Ce rapport intuitif à la pierre est à l’origine même de mon parcours artistique. Enfant, sur les plages de Normandie, je réalisais mes premières sculptures en creusant des blocs de craie tombés des falaises, au bord de la mer. C’était un jeu silencieux, un dialogue tactile avec une matière tendre, blanche, marquée par le temps. Ce souvenir a durablement façonné ma manière d’approcher la sculpture : non pas comme un projet formel, mais comme un geste spontané, instinctif, enraciné dans un lieu.
Aujourd’hui, je poursuis cette exploration à travers une pratique que j’appelle taille de pierre intuitive, inspirée des premiers sculpteurs de la préhistoire. À cette époque, la création n’était ni institutionnelle ni symbolique au sens contemporain : elle était rite, survie, trace et dialogue avec le monde. La pierre n’était pas un matériau passif, mais un interlocuteur vivant, porteur de mémoire.

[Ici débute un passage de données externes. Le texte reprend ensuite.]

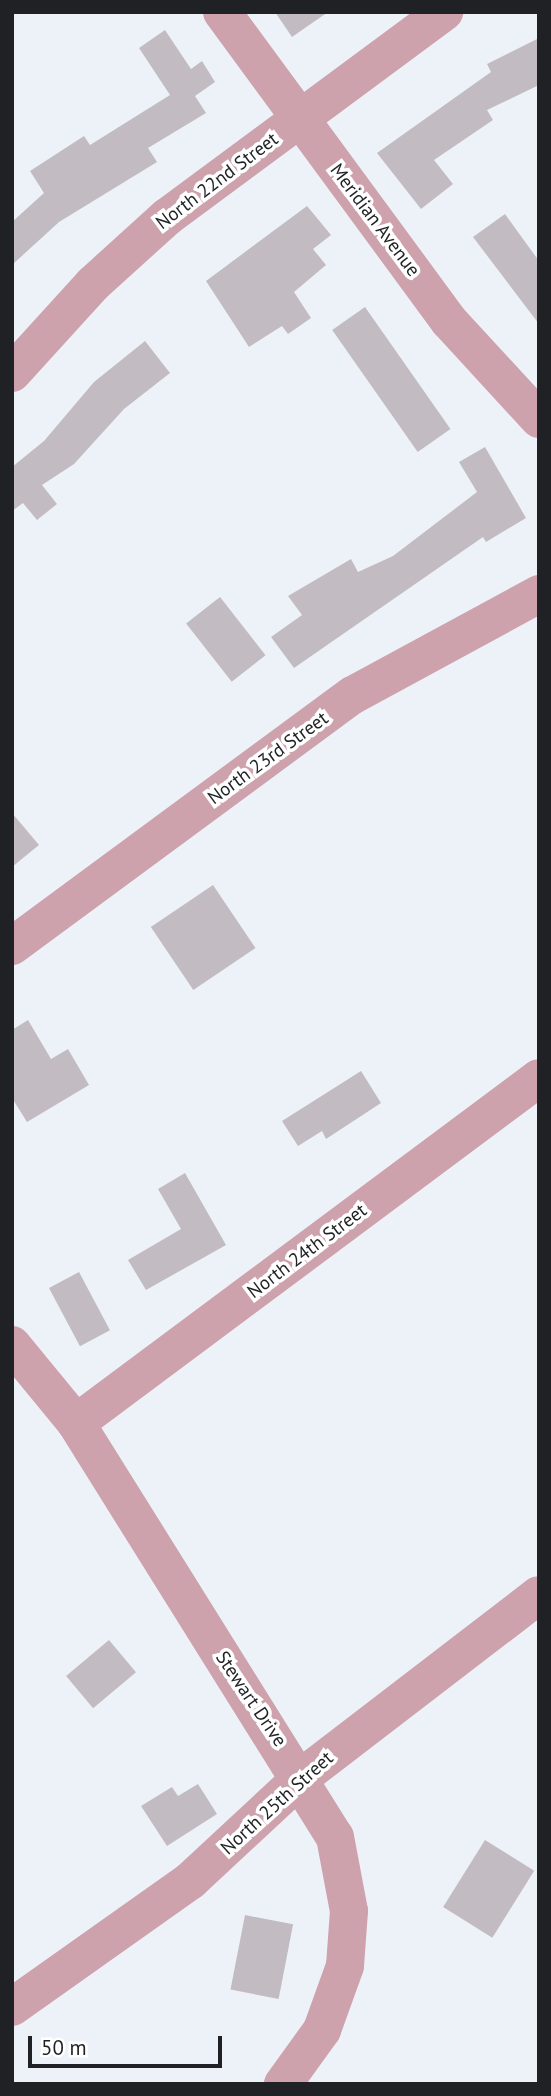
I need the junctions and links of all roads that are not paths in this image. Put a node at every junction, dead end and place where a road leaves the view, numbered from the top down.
1 (222, 12) edge
2 (444, 12) edge
3 (299, 119) junction
4 (12, 373) edge
5 (539, 419) edge
6 (539, 594) edge
7 (12, 946) edge
8 (539, 1078) edge
9 (12, 1345) edge
10 (76, 1423) junction
11 (539, 1595) edge
12 (303, 1776) junction
13 (12, 2007) edge
14 (283, 2084) edge

1 - 3 street, Meridian Avenue
2 - 3 street, North 22nd Street
3 - 4 street, North 22nd Street
3 - 5 street, Meridian Avenue
6 - 7 street, North 23rd Street
8 - 10 street, North 24th Street
9 - 10 street, Stewart Drive
10 - 12 street, Stewart Drive
11 - 12 street, North 25th Street
12 - 13 street, North 25th Street
12 - 14 street, Stewart Drive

J’interviens in situ sur des blocs naturels, des roches, parfois des falaises, dans des lieux souvent isolés, ouverts aux éléments. Aucun croquis préalable, aucune maquette : uniquement le geste, l’outil, la main et l’écoute. Chaque entaille est une réponse à la matière, à la lumière, à la forme déjà présente.
Ce n’est pas une œuvre transportable, mais une expérience vécue, un ancrage dans le réel et dans le temps géologique. C’est une manière de retrouver le lien entre création et paysage, entre l’humain et la pierre.
Cette approche peut également se transmettre sous forme d’ateliers collectifs en nature, ouverts à tous, pour redécouvrir le plaisir du geste simple et libre, en lien direct avec le sol et les éléments.